When is a payment really considered late?

Dear Praxis Credit Consulting

I recently forgot to send a credit card payment until it was about 45 days late.I have never made a late payment before.Will this one time mistake really hurt my credit score?

-Lisa E

Dear Lisa,

It is impossible to say exactly if this one late payment will affect your score or not, frankly it’s up to your creditor and your own credit history. There is no quick and dirty answer I can give you to relieve your anxieties.What I can tell you is that creditors tend to be much more forgiving of these one-time mistakes to their customers with a spotless track record of payments made on time.For the future, here are the commonly asked questions when it comes to late payments.

When is a payment really considered late?

It is actually quite a common misconception that a 30-day late is the minimum time that a late payment will be reported to the credit bureaus.The truth is that the little bit of wiggle room creditors typically allow their customers for those “in the mail” payments is simply a courtesy offered to valued clients.A late payment is considered to be a “30-day late” as soon as one day after the payment is due. Really!

But what if the payment is just a few days late?

The recent souring of the economy has credit card, mortgage lenders, and just about every other creditor out there tightening their belts and with it, their leniency guidelines for clients making late payments.The creditors that once accepted the 15-day late payment without a peep just may begin calling you on late-day 5, and reporting a 30-day late as quickly as they see fit.

So what happens if the payment is more than 30-days late?

Unfortunately if a 30-day late payment hits a credit report, it typically will drop the score on an average of 60 to 110 points right away.Any payments which go anywhere between 31 days to 60 days late are considered a 60-day late and will compound the drop in score further.

Not only can a huge drop in credit score be expected, but there is no doubt that late fees will also be tacked on to your already late payments.

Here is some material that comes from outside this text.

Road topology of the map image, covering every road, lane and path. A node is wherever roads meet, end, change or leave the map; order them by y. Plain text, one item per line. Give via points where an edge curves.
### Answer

The only way to really be sure if a late has been reported to the credit bureaus is to check the actual credit report.This is one of the many reasons that staying on top of credit activity is so important.

Is there anything that can be done to fix a late payment on a credit report?

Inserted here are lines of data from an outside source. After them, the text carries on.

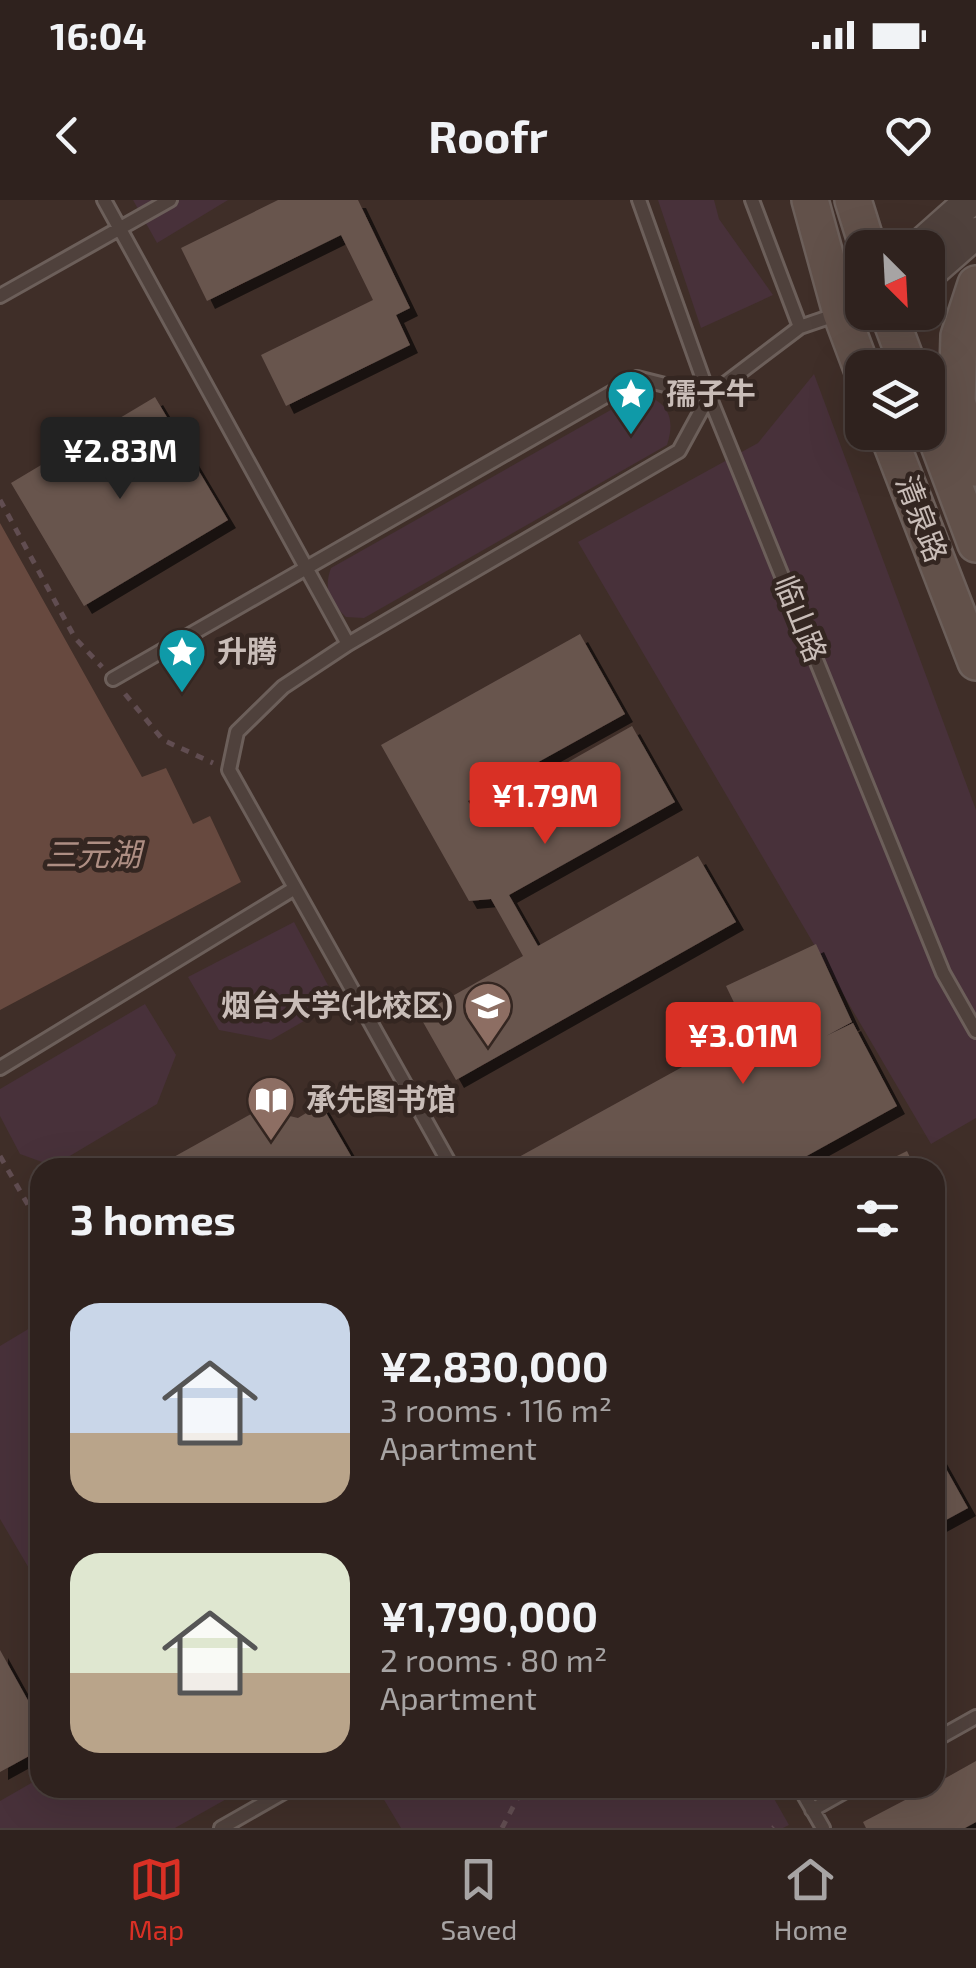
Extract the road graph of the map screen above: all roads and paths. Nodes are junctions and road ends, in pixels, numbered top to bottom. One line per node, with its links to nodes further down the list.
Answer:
1 (104, 200): 8 (lane)
2 (170, 200): 8 (lane)
3 (639, 200): 18 (lane, 临山路)
4 (752, 200): 17 (lane)
5 (810, 200): 13 (main road)
6 (854, 200): 9 (main road)
7 (972, 200): 10 (street)
8 (121, 228): 15 (lane); 24 (lane)
9 (863, 230)
10 (938, 230)
11 (976, 233): 12 (street)
12 (945, 260)
13 (845, 282)
14 (976, 284): 21 (main road)
15 (0, 296)
16 (845, 310): 17 (lane)
17 (800, 327): 18 (lane)
18 (709, 396): 24 (lane); 25 (lane); 30 (lane, 临山路)
19 (894, 450): 26 (main road, 清泉路)
20 (941, 450): 23 (main road, 清泉路)
21 (976, 468)
22 (1, 502): 27 (path)
23 (976, 544)
24 (306, 567): 25 (lane); 27 (lane)
25 (348, 644): 28 (lane)
26 (976, 662)
27 (113, 679): 28 (path)
28 (229, 770): 29 (lane)
29 (295, 888): 31 (lane); 33 (lane)
30 (976, 1032)
31 (0, 1068)
32 (0, 1156): 34 (path)
33 (446, 1158)
34 (30, 1208)
35 (976, 1716): 36 (lane)
36 (945, 1734)
37 (274, 1798): 42 (lane)
38 (518, 1798): 43 (path)
39 (805, 1798): 41 (lane)
40 (833, 1798): 41 (lane)
41 (812, 1810): 44 (lane)
42 (221, 1828)
43 (502, 1828)
44 (823, 1828)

It’s always a long shot but it never hurts to call customer service and ask for forgiveness on that late payment.It helps to butter up the representative by reminding them of your spotless record of on-time payments (if that’s the case) and be sure to explain the situation which caused you to have a late payment. If you state your case effectively you may squeak by with a 30-day late payment wiped from your credit, but don’t expect the same creditor to ever repeat this favor.

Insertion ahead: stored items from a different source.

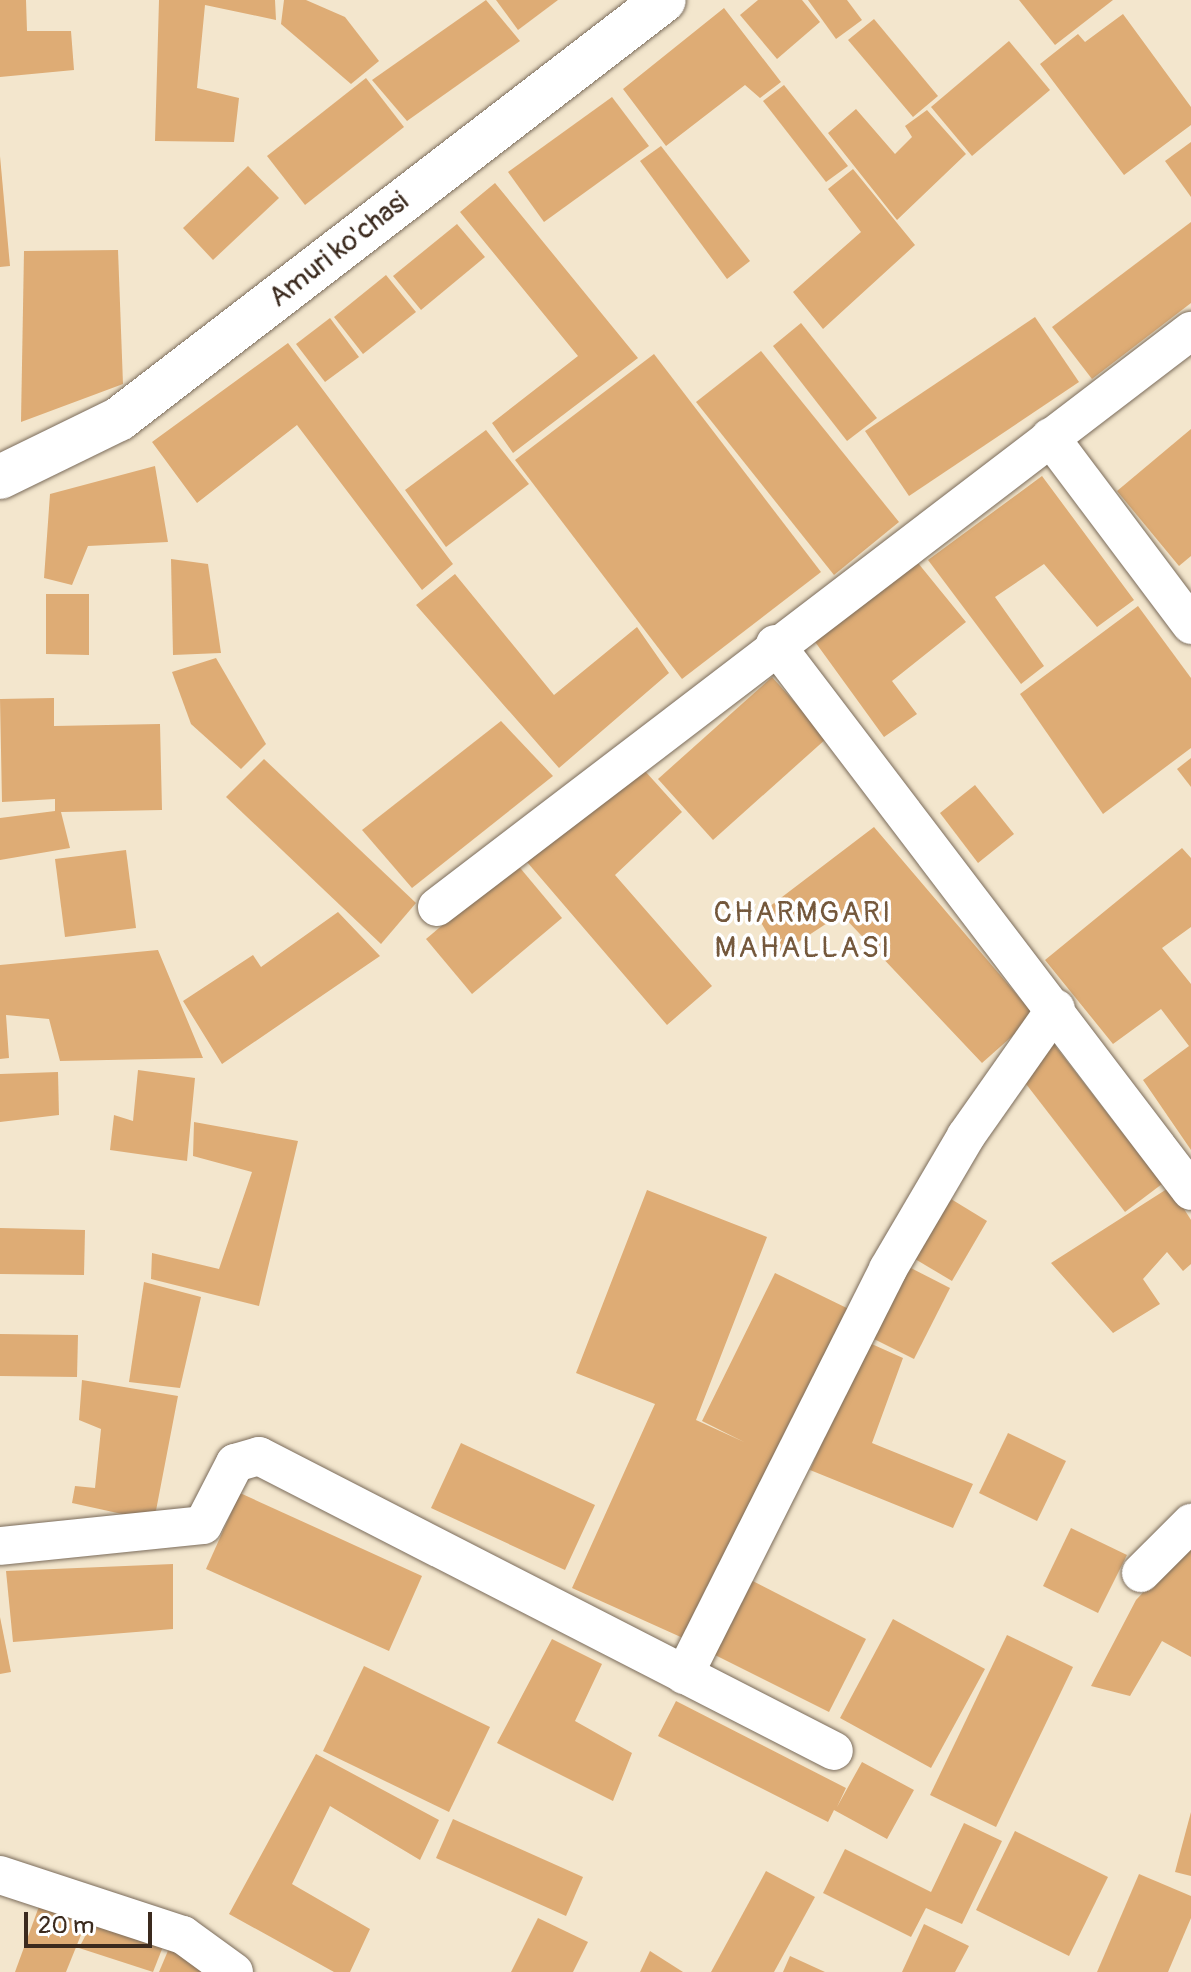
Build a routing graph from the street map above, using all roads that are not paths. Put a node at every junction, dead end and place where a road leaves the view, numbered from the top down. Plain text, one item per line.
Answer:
1 (664, 0) edge
2 (1191, 331) edge
3 (1050, 437) junction
4 (0, 477) edge
5 (1191, 625) edge
6 (775, 644) junction
7 (437, 907) dead end
8 (1056, 1008) junction
9 (1191, 1191) edge
10 (1191, 1523) edge
11 (0, 1546) edge
12 (1141, 1573) dead end
13 (684, 1675) junction
14 (834, 1751) dead end
15 (0, 1875) edge
16 (234, 1972) edge

1 - 4 street, Amuri ko'chasi
2 - 3 street
3 - 5 street
3 - 6 street
6 - 7 street
6 - 8 street
8 - 9 street
8 - 13 street
10 - 12 street
11 - 13 street
13 - 14 street
15 - 16 street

If you’re unable to have a missed payment forgiven and now bills are stacking up due to late fees or the loss of a job or whatever the situation, never be afraid to request to set up a payment plan to avoid further late payments in the future.Creditors are typically much happier to work with you than pestering you daily for a payment, and this is not notated anywhere on your credit report.

So Lisa, a late payment is not the end of the world or a great credit score.There is always hope to recover a favorable credit history.The best advice when facing a late payment reporting on your credit is to learn from the mistake and make the necessary changes to prevent it from ever happening again in the future, whether it means asking for forgiveness, negotiating a payment plan or setting up bill pay with online banking.The short-term damage may be done but a credit score is made up of your long-term credit history so keep your head up and keep those payments on time.